(Data excerpts)

>>>

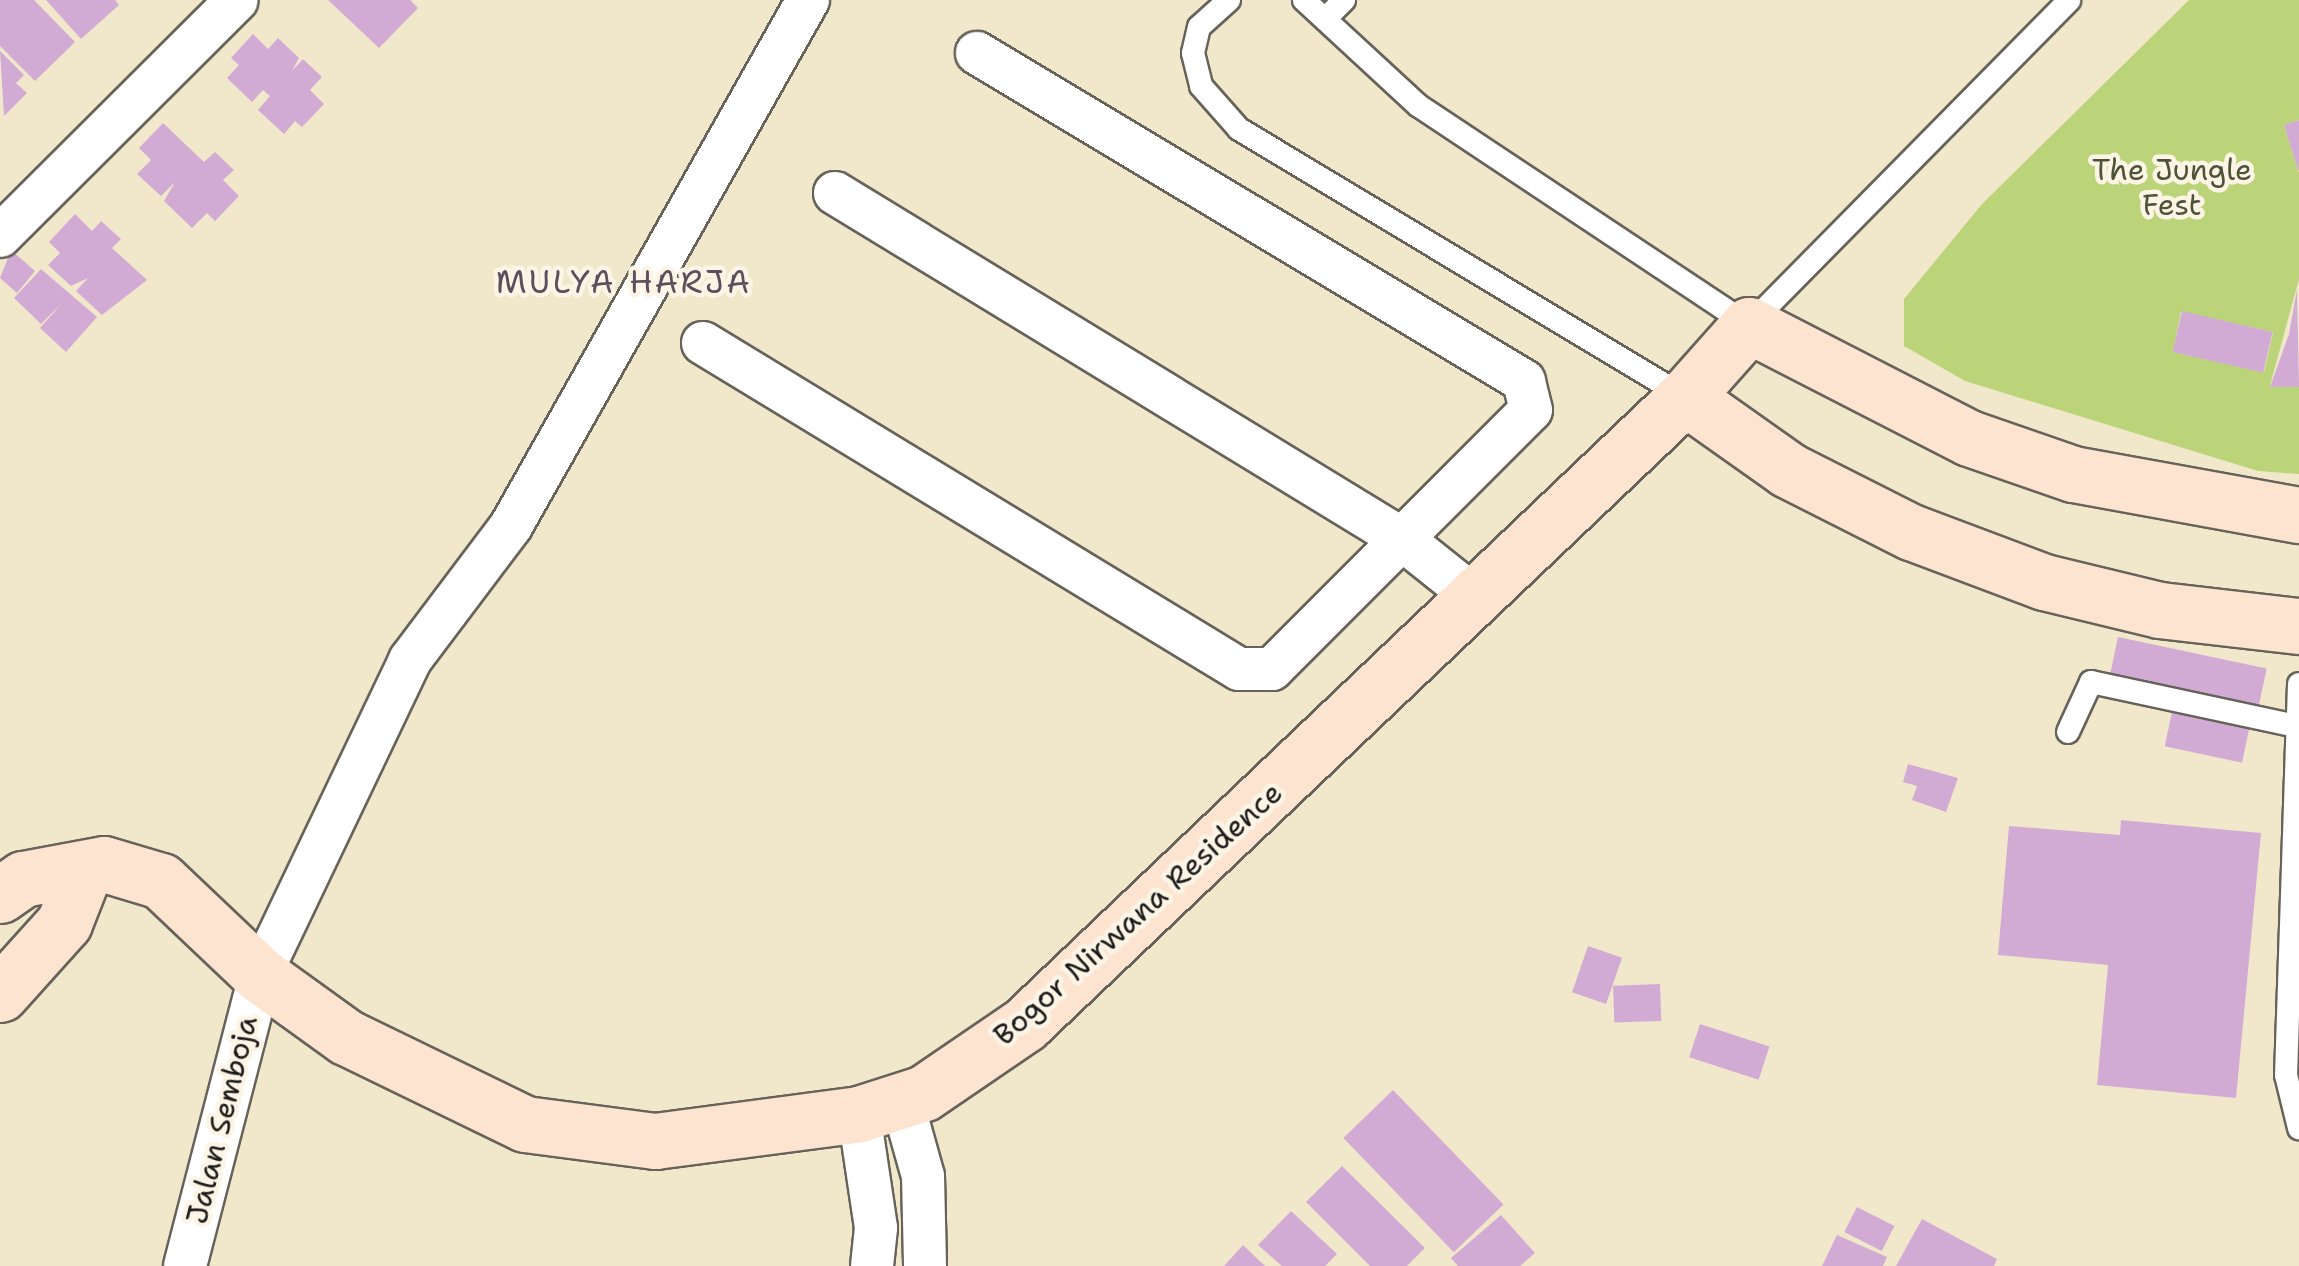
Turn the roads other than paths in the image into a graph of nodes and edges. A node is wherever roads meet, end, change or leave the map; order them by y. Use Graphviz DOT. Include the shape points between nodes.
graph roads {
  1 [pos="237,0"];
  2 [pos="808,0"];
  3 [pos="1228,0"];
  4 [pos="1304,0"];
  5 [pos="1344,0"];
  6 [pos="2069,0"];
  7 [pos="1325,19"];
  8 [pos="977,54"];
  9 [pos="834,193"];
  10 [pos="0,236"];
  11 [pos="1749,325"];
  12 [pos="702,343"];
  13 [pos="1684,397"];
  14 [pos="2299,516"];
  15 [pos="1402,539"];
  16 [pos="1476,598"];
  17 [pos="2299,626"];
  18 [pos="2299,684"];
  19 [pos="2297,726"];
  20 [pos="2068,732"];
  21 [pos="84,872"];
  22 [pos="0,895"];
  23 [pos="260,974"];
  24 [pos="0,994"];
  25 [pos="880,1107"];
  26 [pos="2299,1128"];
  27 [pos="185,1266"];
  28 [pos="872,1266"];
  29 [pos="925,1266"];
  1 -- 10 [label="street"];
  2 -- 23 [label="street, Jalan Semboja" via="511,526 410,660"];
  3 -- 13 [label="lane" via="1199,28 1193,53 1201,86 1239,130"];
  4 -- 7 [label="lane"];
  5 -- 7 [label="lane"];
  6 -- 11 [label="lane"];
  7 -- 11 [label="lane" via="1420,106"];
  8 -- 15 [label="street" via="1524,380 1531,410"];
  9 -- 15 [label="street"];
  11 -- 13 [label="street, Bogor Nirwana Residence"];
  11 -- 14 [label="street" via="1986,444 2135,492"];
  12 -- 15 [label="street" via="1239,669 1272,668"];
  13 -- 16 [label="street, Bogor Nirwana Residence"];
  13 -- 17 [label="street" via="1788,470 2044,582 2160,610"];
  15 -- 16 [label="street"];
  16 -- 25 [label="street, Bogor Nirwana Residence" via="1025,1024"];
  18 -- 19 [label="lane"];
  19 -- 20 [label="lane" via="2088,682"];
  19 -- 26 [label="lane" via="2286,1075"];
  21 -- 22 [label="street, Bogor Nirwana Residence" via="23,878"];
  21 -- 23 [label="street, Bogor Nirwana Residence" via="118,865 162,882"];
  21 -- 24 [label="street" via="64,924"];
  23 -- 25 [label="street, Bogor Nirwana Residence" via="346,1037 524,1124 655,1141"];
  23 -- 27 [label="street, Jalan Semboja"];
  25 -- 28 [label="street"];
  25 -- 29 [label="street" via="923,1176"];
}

<<<

> Exercise prompt
Give every record again exactly, apart from the pictures, which stay out.

> Finished exercise
Turn the roads other than paths in the image into a graph of nodes and edges. A node is wherever roads meet, end, change or leave the map; order them by y. Use Graphviz DOT. Include the shape points between nodes.
graph roads {
  1 [pos="237,0"];
  2 [pos="808,0"];
  3 [pos="1228,0"];
  4 [pos="1304,0"];
  5 [pos="1344,0"];
  6 [pos="2069,0"];
  7 [pos="1325,19"];
  8 [pos="977,54"];
  9 [pos="834,193"];
  10 [pos="0,236"];
  11 [pos="1749,325"];
  12 [pos="702,343"];
  13 [pos="1684,397"];
  14 [pos="2299,516"];
  15 [pos="1402,539"];
  16 [pos="1476,598"];
  17 [pos="2299,626"];
  18 [pos="2299,684"];
  19 [pos="2297,726"];
  20 [pos="2068,732"];
  21 [pos="84,872"];
  22 [pos="0,895"];
  23 [pos="260,974"];
  24 [pos="0,994"];
  25 [pos="880,1107"];
  26 [pos="2299,1128"];
  27 [pos="185,1266"];
  28 [pos="872,1266"];
  29 [pos="925,1266"];
  1 -- 10 [label="street"];
  2 -- 23 [label="street, Jalan Semboja" via="511,526 410,660"];
  3 -- 13 [label="lane" via="1199,28 1193,53 1201,86 1239,130"];
  4 -- 7 [label="lane"];
  5 -- 7 [label="lane"];
  6 -- 11 [label="lane"];
  7 -- 11 [label="lane" via="1420,106"];
  8 -- 15 [label="street" via="1524,380 1531,410"];
  9 -- 15 [label="street"];
  11 -- 13 [label="street, Bogor Nirwana Residence"];
  11 -- 14 [label="street" via="1986,444 2135,492"];
  12 -- 15 [label="street" via="1239,669 1272,668"];
  13 -- 16 [label="street, Bogor Nirwana Residence"];
  13 -- 17 [label="street" via="1788,470 2044,582 2160,610"];
  15 -- 16 [label="street"];
  16 -- 25 [label="street, Bogor Nirwana Residence" via="1025,1024"];
  18 -- 19 [label="lane"];
  19 -- 20 [label="lane" via="2088,682"];
  19 -- 26 [label="lane" via="2286,1075"];
  21 -- 22 [label="street, Bogor Nirwana Residence" via="23,878"];
  21 -- 23 [label="street, Bogor Nirwana Residence" via="118,865 162,882"];
  21 -- 24 [label="street" via="64,924"];
  23 -- 25 [label="street, Bogor Nirwana Residence" via="346,1037 524,1124 655,1141"];
  23 -- 27 [label="street, Jalan Semboja"];
  25 -- 28 [label="street"];
  25 -- 29 [label="street" via="923,1176"];
}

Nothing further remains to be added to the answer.